◆ WORK TO COMPLETE
Exact copies of all the records below should be returned.

◆ Collected data entries
===============

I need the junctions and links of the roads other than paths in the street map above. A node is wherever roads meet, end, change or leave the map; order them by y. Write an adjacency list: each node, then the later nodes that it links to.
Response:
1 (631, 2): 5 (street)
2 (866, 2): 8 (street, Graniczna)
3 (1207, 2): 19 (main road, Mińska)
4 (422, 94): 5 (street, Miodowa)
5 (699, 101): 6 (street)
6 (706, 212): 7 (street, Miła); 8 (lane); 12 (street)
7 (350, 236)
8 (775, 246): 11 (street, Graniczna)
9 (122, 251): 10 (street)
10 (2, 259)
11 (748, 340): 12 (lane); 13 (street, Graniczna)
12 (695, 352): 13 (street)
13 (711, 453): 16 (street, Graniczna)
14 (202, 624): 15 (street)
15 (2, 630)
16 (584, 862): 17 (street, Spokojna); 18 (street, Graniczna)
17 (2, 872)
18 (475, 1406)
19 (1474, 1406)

===============

◆ REPLY
I need the junctions and links of the roads other than paths in the street map above. A node is wherever roads meet, end, change or leave the map; order them by y. Write an adjacency list: each node, then the later nodes that it links to.
Response:
1 (631, 2): 5 (street)
2 (866, 2): 8 (street, Graniczna)
3 (1207, 2): 19 (main road, Mińska)
4 (422, 94): 5 (street, Miodowa)
5 (699, 101): 6 (street)
6 (706, 212): 7 (street, Miła); 8 (lane); 12 (street)
7 (350, 236)
8 (775, 246): 11 (street, Graniczna)
9 (122, 251): 10 (street)
10 (2, 259)
11 (748, 340): 12 (lane); 13 (street, Graniczna)
12 (695, 352): 13 (street)
13 (711, 453): 16 (street, Graniczna)
14 (202, 624): 15 (street)
15 (2, 630)
16 (584, 862): 17 (street, Spokojna); 18 (street, Graniczna)
17 (2, 872)
18 (475, 1406)
19 (1474, 1406)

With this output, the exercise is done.